*Task requirements*:
Retype the data below without altering anything.

START Data shown

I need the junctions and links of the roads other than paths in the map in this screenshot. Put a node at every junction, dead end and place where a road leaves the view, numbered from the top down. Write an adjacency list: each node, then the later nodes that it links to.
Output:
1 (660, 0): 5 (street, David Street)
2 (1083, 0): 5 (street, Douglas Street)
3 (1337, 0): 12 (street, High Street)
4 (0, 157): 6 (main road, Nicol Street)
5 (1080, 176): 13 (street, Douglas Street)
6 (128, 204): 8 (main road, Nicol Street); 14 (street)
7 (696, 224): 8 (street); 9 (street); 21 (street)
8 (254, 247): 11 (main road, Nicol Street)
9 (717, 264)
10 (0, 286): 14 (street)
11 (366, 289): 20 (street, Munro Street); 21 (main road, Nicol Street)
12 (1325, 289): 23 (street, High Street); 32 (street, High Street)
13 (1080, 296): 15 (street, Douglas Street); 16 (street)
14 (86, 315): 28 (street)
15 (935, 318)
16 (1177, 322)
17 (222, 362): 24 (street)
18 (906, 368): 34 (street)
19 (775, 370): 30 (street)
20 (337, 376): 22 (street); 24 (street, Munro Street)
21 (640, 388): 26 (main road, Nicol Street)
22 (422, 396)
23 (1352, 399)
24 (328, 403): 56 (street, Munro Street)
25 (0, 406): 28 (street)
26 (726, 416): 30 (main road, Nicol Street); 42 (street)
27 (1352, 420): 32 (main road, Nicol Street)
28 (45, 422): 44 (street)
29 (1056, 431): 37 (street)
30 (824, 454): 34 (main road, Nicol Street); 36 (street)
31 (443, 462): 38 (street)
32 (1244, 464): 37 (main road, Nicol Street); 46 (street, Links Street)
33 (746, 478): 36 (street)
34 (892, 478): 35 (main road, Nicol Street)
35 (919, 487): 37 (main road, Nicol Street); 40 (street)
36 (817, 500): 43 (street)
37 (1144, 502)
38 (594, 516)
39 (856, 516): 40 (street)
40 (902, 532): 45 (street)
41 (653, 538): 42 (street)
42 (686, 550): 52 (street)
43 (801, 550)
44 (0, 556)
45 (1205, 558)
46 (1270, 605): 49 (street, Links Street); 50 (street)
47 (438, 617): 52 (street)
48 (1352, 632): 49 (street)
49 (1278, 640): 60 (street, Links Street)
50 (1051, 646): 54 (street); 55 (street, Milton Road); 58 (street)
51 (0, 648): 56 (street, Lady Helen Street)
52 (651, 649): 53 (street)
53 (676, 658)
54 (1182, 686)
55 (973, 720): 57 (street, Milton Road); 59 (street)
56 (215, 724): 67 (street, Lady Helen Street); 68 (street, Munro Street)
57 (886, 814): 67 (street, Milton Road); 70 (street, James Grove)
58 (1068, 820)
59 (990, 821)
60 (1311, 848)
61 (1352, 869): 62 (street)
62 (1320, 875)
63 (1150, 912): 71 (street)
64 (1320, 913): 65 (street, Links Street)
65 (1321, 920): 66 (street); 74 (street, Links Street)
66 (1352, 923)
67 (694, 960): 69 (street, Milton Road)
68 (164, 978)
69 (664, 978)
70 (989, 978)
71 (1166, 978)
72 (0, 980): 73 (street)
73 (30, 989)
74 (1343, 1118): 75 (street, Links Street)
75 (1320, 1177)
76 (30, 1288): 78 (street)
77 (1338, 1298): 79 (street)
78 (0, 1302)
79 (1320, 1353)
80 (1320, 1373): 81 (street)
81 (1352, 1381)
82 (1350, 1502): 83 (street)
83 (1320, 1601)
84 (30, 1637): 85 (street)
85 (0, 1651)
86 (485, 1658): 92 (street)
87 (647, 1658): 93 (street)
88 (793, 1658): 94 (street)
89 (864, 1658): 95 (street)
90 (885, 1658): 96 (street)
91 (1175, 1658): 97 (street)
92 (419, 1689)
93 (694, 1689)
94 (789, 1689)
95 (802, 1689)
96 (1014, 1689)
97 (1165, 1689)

END Data shown

*Response to the task*:
I need the junctions and links of the roads other than paths in the map in this screenshot. Put a node at every junction, dead end and place where a road leaves the view, numbered from the top down. Write an adjacency list: each node, then the later nodes that it links to.
Output:
1 (660, 0): 5 (street, David Street)
2 (1083, 0): 5 (street, Douglas Street)
3 (1337, 0): 12 (street, High Street)
4 (0, 157): 6 (main road, Nicol Street)
5 (1080, 176): 13 (street, Douglas Street)
6 (128, 204): 8 (main road, Nicol Street); 14 (street)
7 (696, 224): 8 (street); 9 (street); 21 (street)
8 (254, 247): 11 (main road, Nicol Street)
9 (717, 264)
10 (0, 286): 14 (street)
11 (366, 289): 20 (street, Munro Street); 21 (main road, Nicol Street)
12 (1325, 289): 23 (street, High Street); 32 (street, High Street)
13 (1080, 296): 15 (street, Douglas Street); 16 (street)
14 (86, 315): 28 (street)
15 (935, 318)
16 (1177, 322)
17 (222, 362): 24 (street)
18 (906, 368): 34 (street)
19 (775, 370): 30 (street)
20 (337, 376): 22 (street); 24 (street, Munro Street)
21 (640, 388): 26 (main road, Nicol Street)
22 (422, 396)
23 (1352, 399)
24 (328, 403): 56 (street, Munro Street)
25 (0, 406): 28 (street)
26 (726, 416): 30 (main road, Nicol Street); 42 (street)
27 (1352, 420): 32 (main road, Nicol Street)
28 (45, 422): 44 (street)
29 (1056, 431): 37 (street)
30 (824, 454): 34 (main road, Nicol Street); 36 (street)
31 (443, 462): 38 (street)
32 (1244, 464): 37 (main road, Nicol Street); 46 (street, Links Street)
33 (746, 478): 36 (street)
34 (892, 478): 35 (main road, Nicol Street)
35 (919, 487): 37 (main road, Nicol Street); 40 (street)
36 (817, 500): 43 (street)
37 (1144, 502)
38 (594, 516)
39 (856, 516): 40 (street)
40 (902, 532): 45 (street)
41 (653, 538): 42 (street)
42 (686, 550): 52 (street)
43 (801, 550)
44 (0, 556)
45 (1205, 558)
46 (1270, 605): 49 (street, Links Street); 50 (street)
47 (438, 617): 52 (street)
48 (1352, 632): 49 (street)
49 (1278, 640): 60 (street, Links Street)
50 (1051, 646): 54 (street); 55 (street, Milton Road); 58 (street)
51 (0, 648): 56 (street, Lady Helen Street)
52 (651, 649): 53 (street)
53 (676, 658)
54 (1182, 686)
55 (973, 720): 57 (street, Milton Road); 59 (street)
56 (215, 724): 67 (street, Lady Helen Street); 68 (street, Munro Street)
57 (886, 814): 67 (street, Milton Road); 70 (street, James Grove)
58 (1068, 820)
59 (990, 821)
60 (1311, 848)
61 (1352, 869): 62 (street)
62 (1320, 875)
63 (1150, 912): 71 (street)
64 (1320, 913): 65 (street, Links Street)
65 (1321, 920): 66 (street); 74 (street, Links Street)
66 (1352, 923)
67 (694, 960): 69 (street, Milton Road)
68 (164, 978)
69 (664, 978)
70 (989, 978)
71 (1166, 978)
72 (0, 980): 73 (street)
73 (30, 989)
74 (1343, 1118): 75 (street, Links Street)
75 (1320, 1177)
76 (30, 1288): 78 (street)
77 (1338, 1298): 79 (street)
78 (0, 1302)
79 (1320, 1353)
80 (1320, 1373): 81 (street)
81 (1352, 1381)
82 (1350, 1502): 83 (street)
83 (1320, 1601)
84 (30, 1637): 85 (street)
85 (0, 1651)
86 (485, 1658): 92 (street)
87 (647, 1658): 93 (street)
88 (793, 1658): 94 (street)
89 (864, 1658): 95 (street)
90 (885, 1658): 96 (street)
91 (1175, 1658): 97 (street)
92 (419, 1689)
93 (694, 1689)
94 (789, 1689)
95 (802, 1689)
96 (1014, 1689)
97 (1165, 1689)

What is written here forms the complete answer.